Appreciate everything you do daily to manage your bipolar disorder, and repeat this mantra: I am brave. I am courageous. I am a hero.
Earlier this week my husband and I returned from a long weekend spent at resort near Phoenix with my parents. We reveled in the chance to meet up with them in the Sonoran desert valley, and to “sit long, talk much, and laugh often” among some palm trees and bubbling fountains there.
While all of our discussions certainly don’t surround me and my mental illness, inevitably there’s always at least one very long talk about how I’m doing, which includes extended explanations by me of any new revelations about depression and mania. I’m not crazy about this. Yet, I realize it’s important for it to happen for all of us, as a team, working to support my well-being. It just seems like I am forever trying to clarify and illuminate for my family what it really feels like to have a mood shift, to tumble into depression, and to shoot into mania. So, I interpret for them again the past year’s waves of moods, describing how at Christmas a year ago I was high enough to announce I was going to go to Northwestern the following month on scholarship to pursue a PhD in medieval art history; or that last July I was so depressed post-surgery that I nearly took my life; and that oftentimes I am living in a state of disassociation, while seeming perfectly fine. My family works very hard to understand; I know they never truly will.
My family calls me “brave”, “courageous”, “heroic” for continuing to battle bipolar despite the setbacks in mood changes, the daily struggles, and how frickin’ hard it is sometimes. I’ve never really believed those terms. I’ve always just thought dealing with it, surviving, is what one does. You handle it, you move on. To me, there isn’t anything all that heroic about it.

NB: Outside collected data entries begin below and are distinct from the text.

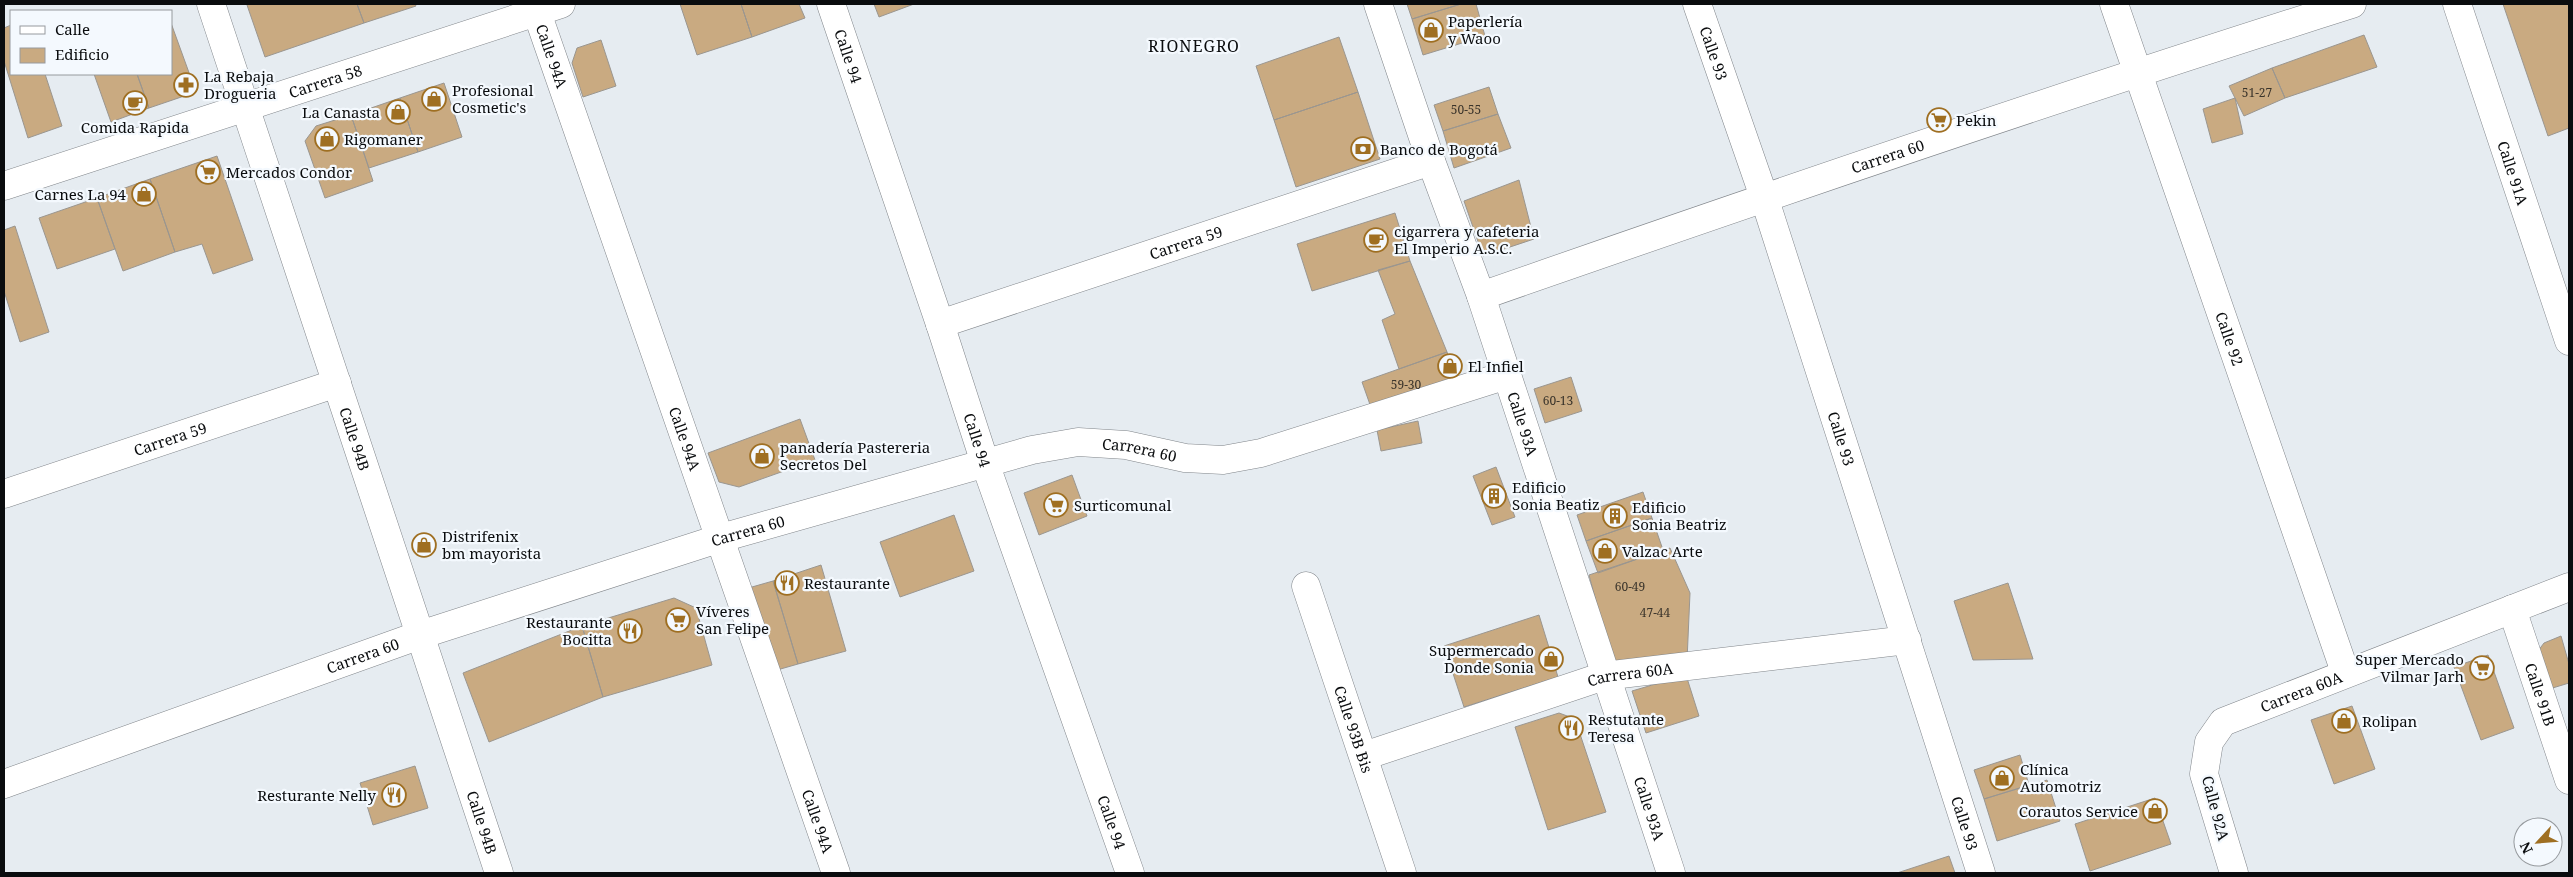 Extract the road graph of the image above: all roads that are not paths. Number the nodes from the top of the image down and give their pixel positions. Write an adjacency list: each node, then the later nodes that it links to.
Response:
1 (211, 4): 10 (street, Calle 94B)
2 (831, 4): 15 (street, Calle 94)
3 (1378, 4): 11 (street, Calle 93A)
4 (1697, 4): 13 (street, Calle 93)
5 (2114, 4): 9 (street, Calle 92)
6 (2352, 4): 9 (street, Carrera 60)
7 (2457, 4): 16 (street, Calle 91A)
8 (544, 6): 10 (street, Carrera 58); 21 (street, Calle 94A)
9 (2138, 72): 13 (street, Carrera 60); 27 (street, Calle 92)
10 (245, 106): 12 (street, Carrera 58); 18 (street, Calle 94B)
11 (1431, 161): 14 (street, Calle 93A); 15 (street, Carrera 59)
12 (4, 186)
13 (1764, 197): 14 (street, Carrera 60); 26 (street, Calle 93)
14 (1481, 296): 17 (street, Calle 93A)
15 (940, 324): 19 (street, Calle 94)
16 (2569, 341)
17 (1507, 375): 19 (street, Carrera 60); 28 (street, Calle 93A)
18 (337, 383): 20 (street, Carrera 59); 25 (street, Calle 94B)
19 (985, 463): 21 (street, Carrera 60); 35 (street, Calle 94)
20 (4, 494)
21 (721, 538): 25 (street, Carrera 60); 34 (street, Calle 94A)
22 (1306, 586): 30 (street, Calle 93B Bis)
23 (2569, 587): 24 (street, Carrera 60A)
24 (2512, 609): 27 (street, Carrera 60A); 31 (street, Calle 91B)
25 (420, 635): 32 (street, Carrera 60); 33 (street, Calle 94B)
26 (1906, 640): 28 (street, Carrera 60A); 38 (street, Calle 93)
27 (2344, 672): 29 (street, Carrera 60A)
28 (1604, 676): 30 (street, Carrera 60A); 37 (street, Calle 93A)
29 (2209, 742): 39 (street, Calle 92A)
30 (1364, 756): 36 (street, Calle 93B Bis)
31 (2569, 780)
32 (4, 784)
33 (499, 873)
34 (836, 873)
35 (1130, 873)
36 (1402, 873)
37 (1671, 873)
38 (1981, 873)
39 (2234, 873)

Then I came home this week to some very distressing news. I learned an old friend from junior high school was killed by chronic, major depression; he took his life. Wow, does that hurt. Not only because of his loss, which is obvious, but because I get it. I, and those of us who know depression, get it in a way that those who have never been truly, deeply depressed ever will. The pain of ongoing depression, of depression that is part of bipolar, is so difficult to describe to those who’ve never felt it, who don’t know it. For those of us that do get it, we all just kind of nod in our common understanding.
My friend wasn’t weak. He stayed as long as he could, I like to think. I believe he likely didn’t find the right help in time, whatever that help was. But here’s what I also believe now:
By virtue of deciding to stay, those of us with major depression and/or bipolar disorder are heroic. Because deciding to stay is sometimes the most difficult thing to do. If “heroic” is defined as “of great intensity … of a kind that is likely only to be undertaken to save a life”, then let it be said that our conception of “heroic” is far more intimate and substantive than that put upon us by others.
If you have compassion for yourself, just for this minute, and then this one … you are a hero.
If you tell yourself you need help, you are a hero.
If you ask someone for help, you are a hero.
If you seek to define coping for yourself, you are a hero.
If you want to find hope, you are a hero.
It is extraordinarily difficult for those who love us to comprehend our challenges. I will continue to explain, interpret, dance on my head, and do charades for my family until the cows come home if it will help them to understand a tiny bit more. In the meantime, I’ve learned that, indeed, I am brave, I am courageous. I am a hero, and I’m staying.